In Rist v. Toole County, 117 Mont. 426, 159 P.2d 340 (1945), we relied on prior
Montana case law and § 84-4170, RCM, in stating
[a] tax deed is not derivative but “creates a new title in the nature of an
independent grant from the sovereignty, extinguishing all former titles and
liens not expressly exempted from its operation.” It therefore strikes down
not only the former owner’s fee title, but all encumbrances and incidents
thereof, including oil leases and assignments of royalty interests. Like
mortgages and other interests dependent on the fee, leases and royalty
interests must be accepted subject to that legal limitation and to the
circumstances that it may become necessary to see that the taxes upon the
fee are paid in order to preserve rights dependent thereon.
Rist, 117 Mont. at 442, 159 P.2d at 347 (citations omitted).
Under § 84-4170, RCM (1947), and Rist, Rosebud County’s tax deed created a
new title extinguishing all former titles and liens not expressly exempted from its
operation, including both Leo’s former life estate and the remainder interest. In turn, the
quitclaim deed from Rosebud County in 1972 conveyed its fee simple title to Leo and his
Necessarily, then, when Wendell Kincheloe purchased the real property, he
purchased fee simple title by acquiring “all the title, right, estate and interest” held by
Leo and his wife.
Collier argues, however, that because the statutorily-required period between a
county’s acquisition of property by tax deed and its sale of that land did not pass before
Rosebud County sold the property to Leo and his wife, acquisition of the property by
quitclaim deed in 1972 by Leo and his wife could not have occurred through a tax deed
auction. He surmises that the acquisition “must have been” a preferential repurchase by
Leo as the former owner, pursuant to § 84-4190, RCM (1947).

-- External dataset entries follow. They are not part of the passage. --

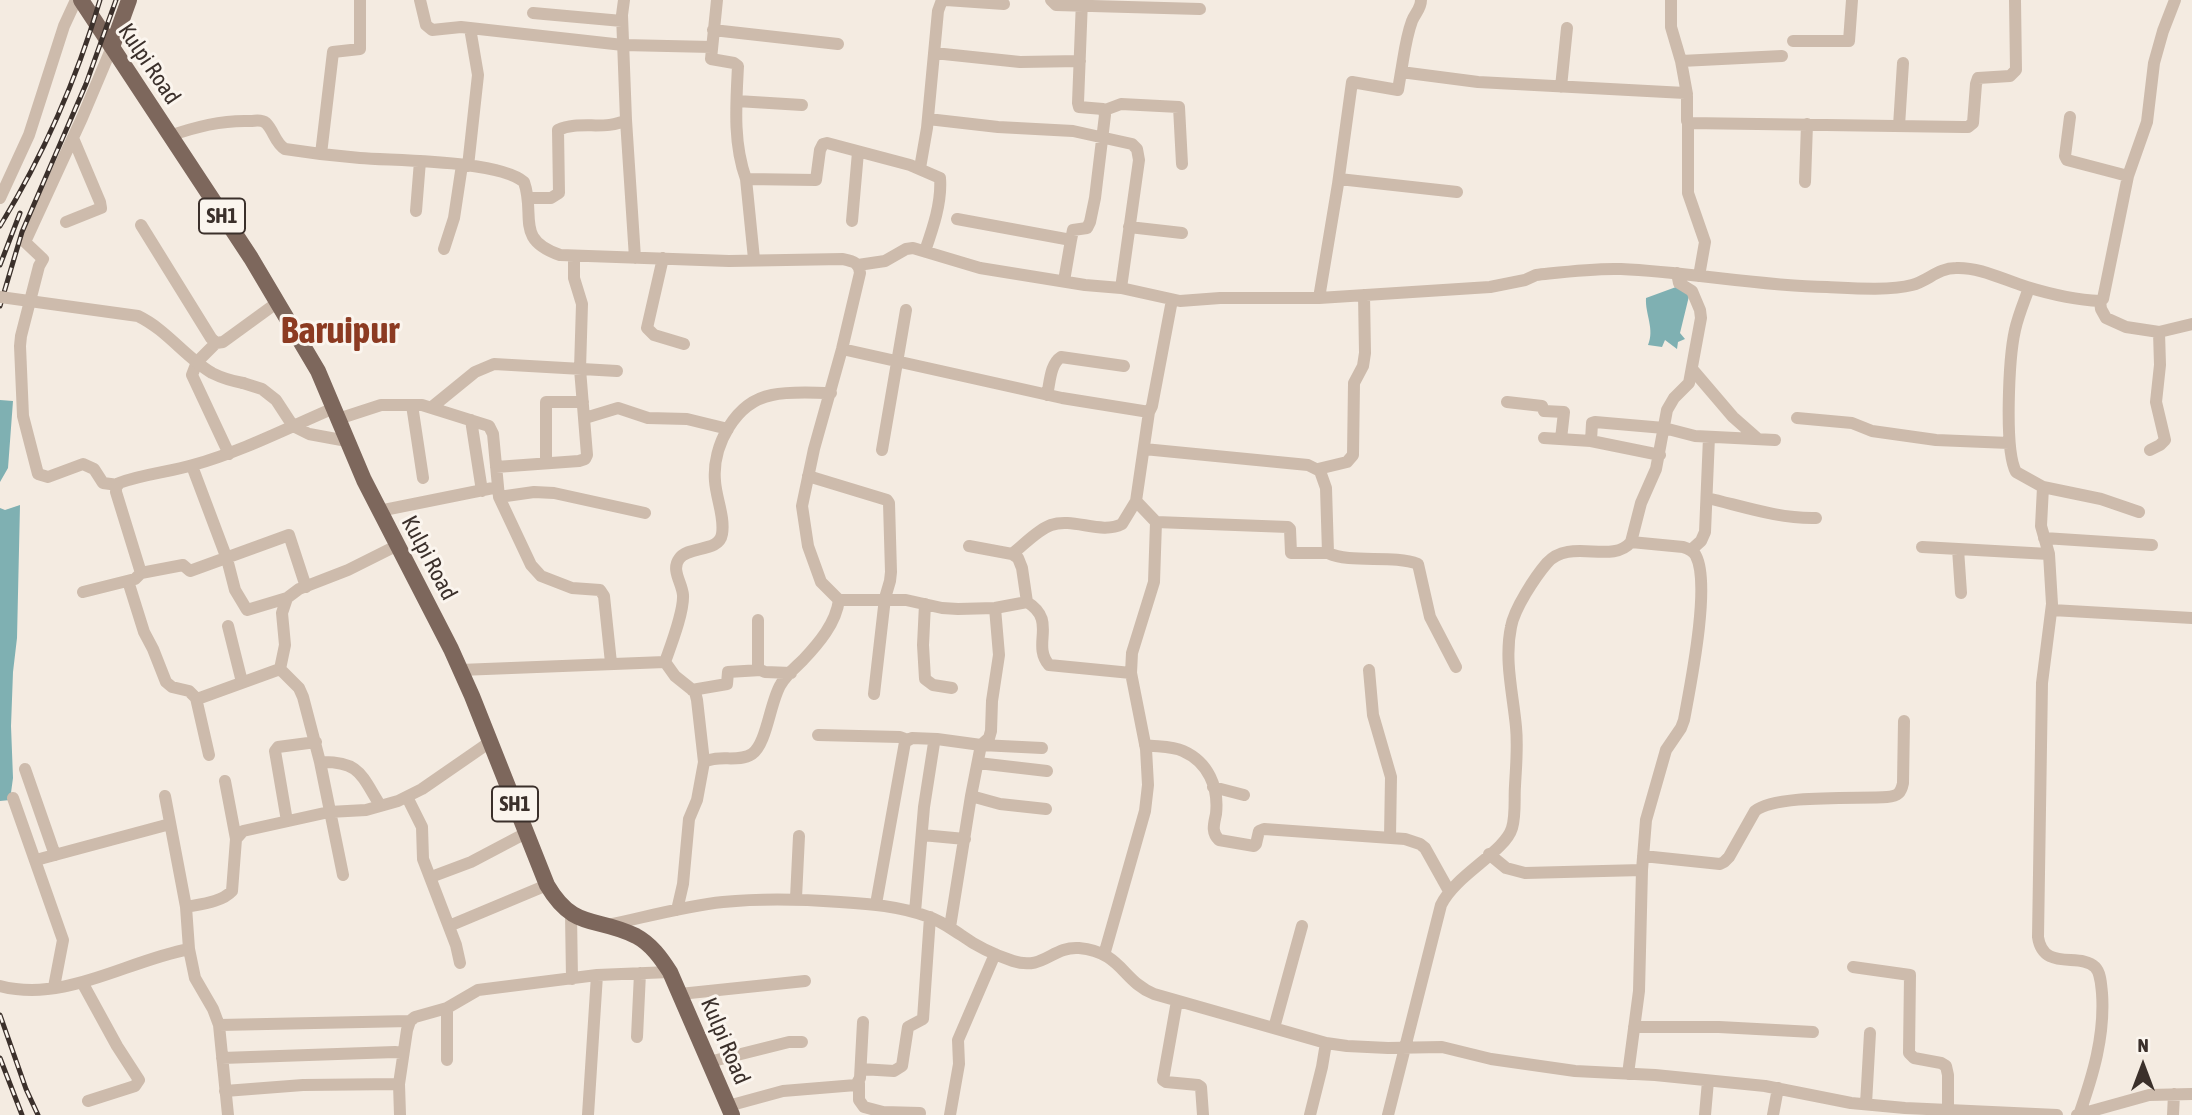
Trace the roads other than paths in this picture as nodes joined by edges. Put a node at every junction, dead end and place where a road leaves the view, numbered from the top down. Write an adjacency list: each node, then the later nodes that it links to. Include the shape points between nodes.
1 (78, 0): 25 (main road, Kulpi Road / SH1); 58 (street, via 64,26 29,135)
2 (129, 0): 25 (main road)
3 (360, 0): 48 (street, via 360,50 333,52)
4 (420, 0): 19 (street, via 428,28)
5 (624, 0): 18 (street)
6 (717, 0): 21 (street)
7 (944, 0): 15 (street); 27 (street, via 938,11)
8 (1051, 0): 14 (street, via 1056,5)
9 (1421, 0): 32 (street)
10 (1671, 0): 30 (street, via 1671,27)
11 (1852, 0): 22 (street, via 1849,41)
12 (2015, 0): 43 (street, via 2016,71 2010,76 1978,78 1971,125)
13 (2175, 0): 53 (street, via 2158,47 2147,122)
14 (1082, 3): 16 (street); 29 (street)
15 (1004, 4)
16 (1200, 9)
17 (534, 13): 18 (street)
18 (622, 21): 24 (street)
19 (470, 28): 24 (street); 51 (street, via 478,75)
20 (1567, 28): 33 (street)
21 (713, 30): 23 (street); 26 (street)
22 (1793, 41)
23 (838, 44)
24 (623, 45): 26 (street); 40 (street)
25 (112, 47): 44 (main road, Kulpi Road / SH1); 46 (street)
26 (712, 47): 35 (street, via 711,59 738,66)
27 (934, 53): 29 (street, via 1020,62); 39 (street)
28 (1782, 56): 30 (street)
29 (1080, 61): 37 (street, via 1079,107)
30 (1681, 61): 34 (street)
31 (1903, 63): 43 (street)
32 (1401, 72): 33 (street); 55 (street, via 1398,90 1352,82)
33 (1562, 87): 34 (street)
34 (1686, 94): 41 (street)
35 (737, 101): 36 (street); 54 (street, via 738,152)
36 (802, 105)
37 (1105, 110): 45 (street); 50 (street, via 1121,104 1179,107)
38 (2070, 117): 53 (street, via 2067,160)
39 (928, 119): 45 (street); 52 (street)
40 (626, 120): 59 (street, via 558,130 559,192 551,198); 71 (street)
41 (1688, 122): 42 (street); 76 (street, via 1688,193 1705,242)
42 (1807, 124): 43 (street); 56 (street)
43 (1899, 126)
44 (169, 136): 48 (street, via 209,123 261,121 285,149); 85 (main road, Kulpi Road / SH1)
45 (1103, 136): 65 (street, via 1137,149); 67 (street, via 1090,222 1087,228 1073,230)
46 (73, 138): 63 (street, via 101,208); 130 (street, via 25,242 43,259 21,336 23,416 38,474 48,477 82,464 94,469 103,483)
47 (858, 152): 52 (street); 54 (street, via 822,144 816,180 812,181); 62 (street)
48 (321, 154): 49 (street)
49 (420, 161): 51 (street); 60 (street)
50 (1182, 164)
51 (465, 166): 59 (street, via 518,177); 68 (street)
52 (920, 168): 69 (street, via 940,178 941,184)
53 (2128, 176): 84 (street)
54 (746, 179): 73 (street)
55 (1339, 179): 57 (street); 82 (street)
56 (1805, 182)
57 (1457, 192)
58 (0, 198)
59 (528, 198): 70 (street, via 529,227 537,243 547,251)
60 (416, 211)
61 (957, 219): 67 (street)
62 (852, 221)
63 (66, 222)
64 (141, 225): 89 (street)
65 (1129, 227): 66 (street); 78 (street)
66 (1182, 233)
67 (1071, 240): 77 (street)
68 (444, 249)
69 (925, 251): 74 (street, via 906,249 886,261); 77 (street, via 980,268)
70 (575, 257): 71 (street); 94 (street, via 574,278 582,304)
71 (635, 258): 72 (street)
72 (663, 258): 73 (street); 90 (street, via 647,328 654,335)
73 (754, 259): 74 (street, via 843,259)
74 (858, 265): 91 (street)
75 (1677, 273): 76 (street); 80 (street, via 1583,270 1536,275 1496,286); 95 (street, via 1679,283 1692,291 1701,314)
76 (1699, 276): 79 (street, via 1825,288 1898,287 1955,268)
77 (1064, 281): 78 (street)
78 (1121, 288): 83 (street)
79 (2029, 288): 84 (street); 118 (street, via 2011,350)
80 (1364, 295): 82 (street); 127 (street, via 1364,361 1354,383 1353,455 1347,463)
81 (0, 297): 108 (street, bridge, via 138,316 210,372 262,389 276,400)
82 (1320, 298): 83 (street)
83 (1172, 300): 103 (street)
84 (2100, 301): 88 (street, via 2103,314 2113,322)
85 (278, 302): 89 (street); 104 (main road, Kulpi Road / SH1)
86 (906, 310): 92 (street)
87 (2192, 324): 88 (street)
88 (2159, 332): 121 (street, via 2156,401 2165,440)
89 (216, 343): 122 (street, via 197,362 192,375)
90 (684, 344)
91 (842, 349): 92 (street); 97 (street)
92 (897, 361): 98 (street); 120 (street)
93 (1124, 366): 98 (street, via 1061,357 1053,366)
94 (580, 369): 96 (street); 99 (street); 102 (street, via 494,364 475,372)
95 (1692, 369): 109 (street, via 1689,383 1668,408); 114 (street)
96 (617, 372)
97 (831, 393): 110 (street, via 769,395 749,405); 128 (street)
98 (1047, 395): 103 (street)
99 (583, 401): 105 (street); 124 (street, via 546,402)
100 (1507, 402): 113 (street, via 1564,412)
101 (412, 405): 102 (street); 104 (street); 129 (street)
102 (432, 407): 107 (street)
103 (1149, 412): 119 (street)
104 (336, 413): 108 (street); 116 (main road, Kulpi Road / SH1)
105 (585, 418): 110 (street, via 618,408 648,418 687,419); 124 (street, via 585,459)
106 (1797, 418): 118 (street, via 1852,423 1936,440)
107 (471, 420): 126 (street, via 489,426); 132 (street)
108 (293, 426): 116 (street); 122 (street)
109 (1664, 428): 111 (street); 117 (street, via 1593,422); 123 (street)
110 (728, 429): 168 (street, via 715,456 722,538 677,562 682,601)
111 (1709, 436): 114 (street); 134 (street)
112 (1544, 438): 113 (street)
113 (1561, 439): 117 (street)
114 (1758, 439): 115 (street)
115 (1775, 440)
116 (347, 441): 136 (main road, Kulpi Road / SH1)
117 (1591, 441): 123 (street)
118 (2009, 443): 131 (street, via 2016,472)
119 (1144, 449): 127 (street); 135 (street)
120 (882, 450)
121 (2150, 450)
122 (229, 454): 125 (street)
123 (1660, 456): 142 (street)
124 (546, 463): 126 (street)
125 (192, 466): 130 (street); 152 (street)
126 (496, 467): 133 (street)
127 (1318, 469): 149 (street, via 1326,488)
128 (808, 476): 159 (street, via 889,503 891,572); 160 (street, via 802,506 808,546 821,582)
129 (423, 478)
130 (117, 485): 153 (street)
131 (2043, 487): 137 (street); 141 (street)
132 (482, 491): 133 (street); 136 (street)
133 (499, 492): 138 (street, via 554,493); 169 (street, via 530,565 541,576 572,589 600,590 604,596)
134 (1707, 498): 139 (street); 148 (street, via 1705,532)
135 (1136, 501): 140 (street); 150 (street, via 1122,524 1060,523)
136 (379, 511): 144 (main road, Kulpi Road / SH1)
137 (2139, 512)
138 (645, 513)
139 (1815, 518)
140 (1156, 522): 149 (street, via 1288,527 1291,553); 176 (street, via 1154,582)
141 (2044, 538): 143 (street); 151 (street)
142 (1631, 542): 148 (street); 215 (street, via 1618,551 1557,554 1513,618 1509,643 1517,742 1513,825)
143 (2152, 545)
144 (396, 546): 155 (street); 172 (main road, Kulpi Road / SH1)
145 (969, 546): 150 (street)
146 (1922, 547): 147 (street)
147 (1958, 549): 151 (street); 157 (street)
148 (1691, 550): 217 (street, via 1701,582 1695,660 1684,720 1666,750 1648,809)
149 (1328, 553): 170 (street, via 1418,564 1430,617)
150 (1012, 554): 161 (street, via 1020,561)
151 (2049, 554): 164 (street)
152 (227, 559): 153 (street, via 190,571 183,565); 155 (street, via 289,535); 158 (street, via 235,590 247,610)
153 (141, 573): 154 (street)
154 (128, 581): 156 (street); 181 (street, via 166,682)
155 (306, 587): 158 (street)
156 (83, 592)
157 (1961, 593)
158 (288, 598): 171 (street, via 282,613 285,645)
159 (884, 598): 160 (street); 162 (street); 180 (street)
160 (839, 600): 175 (street, via 824,635)
161 (1027, 602): 163 (street); 176 (street, via 1041,616 1043,656 1049,666)
162 (925, 604): 163 (street); 178 (street, via 925,679)
163 (995, 608): 188 (street, via 998,669 991,732)
164 (2052, 610): 165 (street); 292 (street, via 2042,683 2038,937 2047,954 2092,965 2100,977 2101,1033)
165 (2192, 618)
166 (758, 620): 173 (street)
167 (228, 626): 177 (street)
168 (665, 662): 169 (street); 179 (street)
169 (611, 663): 172 (street)
170 (1456, 667)
171 (280, 669): 177 (street); 186 (street, via 299,688)
172 (460, 670): 187 (main road, Kulpi Road / SH1)
173 (761, 670): 175 (street); 179 (street, via 728,672 727,684)
174 (1369, 670): 212 (street, via 1373,715 1391,777)
175 (791, 673): 193 (street, via 772,702 754,753)
176 (1130, 673): 189 (street)
177 (242, 682): 181 (street)
178 (952, 688)
179 (692, 690): 193 (street, via 698,700)
180 (874, 694)
181 (196, 698): 191 (street)
182 (1904, 721): 217 (street, via 1903,783 1897,795 1760,807 1720,864)
183 (818, 735): 185 (street)
184 (937, 739): 185 (street); 188 (street); 210 (street)
185 (908, 740): 225 (street)
186 (316, 742): 192 (street); 207 (street, via 275,751)
187 (490, 742): 202 (street); 209 (main road, Kulpi Road / SH1)
188 (982, 745): 190 (street); 194 (street)
189 (1145, 745): 198 (street, via 1181,750 1204,764); 237 (street, via 1149,773 1144,811)
190 (1042, 748)
191 (209, 755)
192 (320, 762): 204 (street, via 354,767); 206 (street)
193 (704, 762): 227 (street, via 689,819)
194 (978, 763): 196 (street); 201 (street)
195 (25, 769): 216 (street)
196 (1047, 771)
197 (225, 781): 213 (street)
198 (1213, 787): 199 (street); 212 (street, via 1217,802 1214,833 1219,840 1252,846 1264,829)
199 (1244, 795)
200 (165, 796): 208 (street)
201 (971, 796): 205 (street); 214 (street)
202 (407, 797): 204 (street); 221 (street, via 422,827 423,859)
203 (13, 798): 218 (street)
204 (380, 805): 206 (street)
205 (1045, 809)
206 (329, 811): 207 (street); 220 (street)
207 (287, 821): 213 (street, via 248,829)
208 (170, 824): 216 (street); 226 (street)
209 (526, 832): 221 (street, via 471,862); 222 (main road, Kulpi Road / SH1)
210 (922, 835): 214 (street); 228 (street)
211 (799, 836): 224 (street)
212 (1390, 837): 223 (street, via 1425,848)
213 (236, 839): 226 (street, via 232,891 221,899)
214 (965, 839): 234 (street)
215 (1489, 854): 219 (street, via 1506,868 1525,873); 223 (street)
216 (55, 855): 218 (street)
217 (1643, 856): 219 (street)
218 (36, 860): 247 (street, via 63,940)
219 (1642, 870): 255 (street)
220 (343, 875)
221 (430, 877): 231 (street)
222 (547, 885): 229 (main road, Kulpi Road / SH1); 231 (street)
223 (1449, 891): 261 (street, via 1441,905)
224 (796, 898): 225 (street); 227 (street)
225 (876, 904): 228 (street)
226 (186, 908): 235 (street)
227 (677, 910): 232 (street)
228 (915, 912): 230 (street)
229 (571, 914): 232 (main road, Kulpi Road); 243 (street)
230 (930, 917): 234 (street); 266 (street, via 923,1019 908,1027 902,1066)
231 (449, 926): 238 (street)
232 (605, 926): 240 (main road, Kulpi Road, via 644,941)
233 (1302, 926): 254 (street)
234 (950, 927): 236 (street)
235 (189, 949): 245 (street); 253 (street, via 195,978)
236 (995, 954): 237 (street, via 1029,964 1069,948); 285 (street, via 958,1040 959,1064)
237 (1104, 955): 249 (street, via 1146,991)
238 (460, 963)
239 (1853, 967): 278 (street, via 1910,975 1909,1053 1946,1066)
240 (670, 972): 241 (street); 248 (main road, Kulpi Road)
241 (640, 973): 242 (street); 258 (street)
242 (597, 975): 243 (street); 284 (street)
243 (572, 979): 250 (street, via 478,990)
244 (805, 981): 248 (street)
245 (83, 984): 247 (street); 275 (street, via 139,1080 135,1086)
246 (0, 986): 247 (street, via 18,991)
247 (54, 987)
248 (680, 994): 265 (main road, Kulpi Road)
249 (1177, 1001): 254 (street); 286 (street, via 1163,1080 1201,1087)
250 (447, 1008): 251 (street); 264 (street)
251 (410, 1021): 253 (street); 262 (street)
252 (863, 1021): 266 (street)
253 (219, 1026): 263 (street)
254 (1274, 1027): 260 (street)
255 (1634, 1027): 256 (street); 267 (street)
256 (1813, 1032)
257 (1870, 1034): 276 (street)
258 (637, 1037)
259 (802, 1042): 265 (street)
260 (1326, 1043): 261 (street); 287 (street)
261 (1404, 1048): 267 (street, via 1442,1047 1522,1064); 288 (street)
262 (403, 1053): 263 (street); 270 (street)
263 (222, 1058): 272 (street)
264 (447, 1060)
265 (709, 1062): 277 (main road, Kulpi Road)
266 (861, 1069): 269 (street)
267 (1628, 1074): 268 (street)
268 (1708, 1081): 271 (street); 289 (street)
269 (859, 1083): 277 (street, via 774,1093); 280 (street, via 864,1107)
270 (400, 1084): 272 (street); 283 (street)
271 (1778, 1088): 276 (street); 290 (street)
272 (225, 1090): 282 (street)
273 (2174, 1094): 274 (street); 292 (street, via 2138,1097); 293 (street)
274 (2192, 1094)
275 (89, 1101)
276 (1866, 1104): 279 (street)
277 (730, 1110)
278 (1948, 1110): 279 (street); 281 (street)
279 (1905, 1111)
280 (920, 1112)
281 (1970, 1113): 291 (street)
282 (228, 1115)
283 (400, 1115)
284 (588, 1115)
285 (950, 1115)
286 (1203, 1115)
287 (1310, 1115)
288 (1388, 1115)
289 (1704, 1115)
290 (1773, 1115)
291 (2057, 1115)
292 (2078, 1115)
293 (2174, 1115)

Nothing in the quitclaim deed indicates Leo and his wife’s 1972 purchase was
made pursuant to a repurchase right. Moreover, even if Collier were correct on this point,
the result of this case would not change. As we noted in Beckman Bros. v. Weir, 120
Mont. 305, 308, 184 P.2d 347, 348 (1947), “[t]he purchase of tax-acquired property from
the county by the former owner is not a ‘redemption’. . . and should not be confused with
a redemption.” The right of redemption is lost upon the fixing of a date for tax sale—
before the issuance of a tax deed. Beckman Bros, 120 Mont. at 309, 184 P.2d at 348. On
the other hand, a former owner’s statutory preferential right to repurchase under § 844190, RCM (1947), arises only after a tax deed has been issued to the county. Following
the issuance of the tax deed in this case, Rosebud County held fee simple title to the
property by virtue of the tax deed. As a result, the county’s quitclaim deed to Leo and his
wife conveyed that fee simple title to them.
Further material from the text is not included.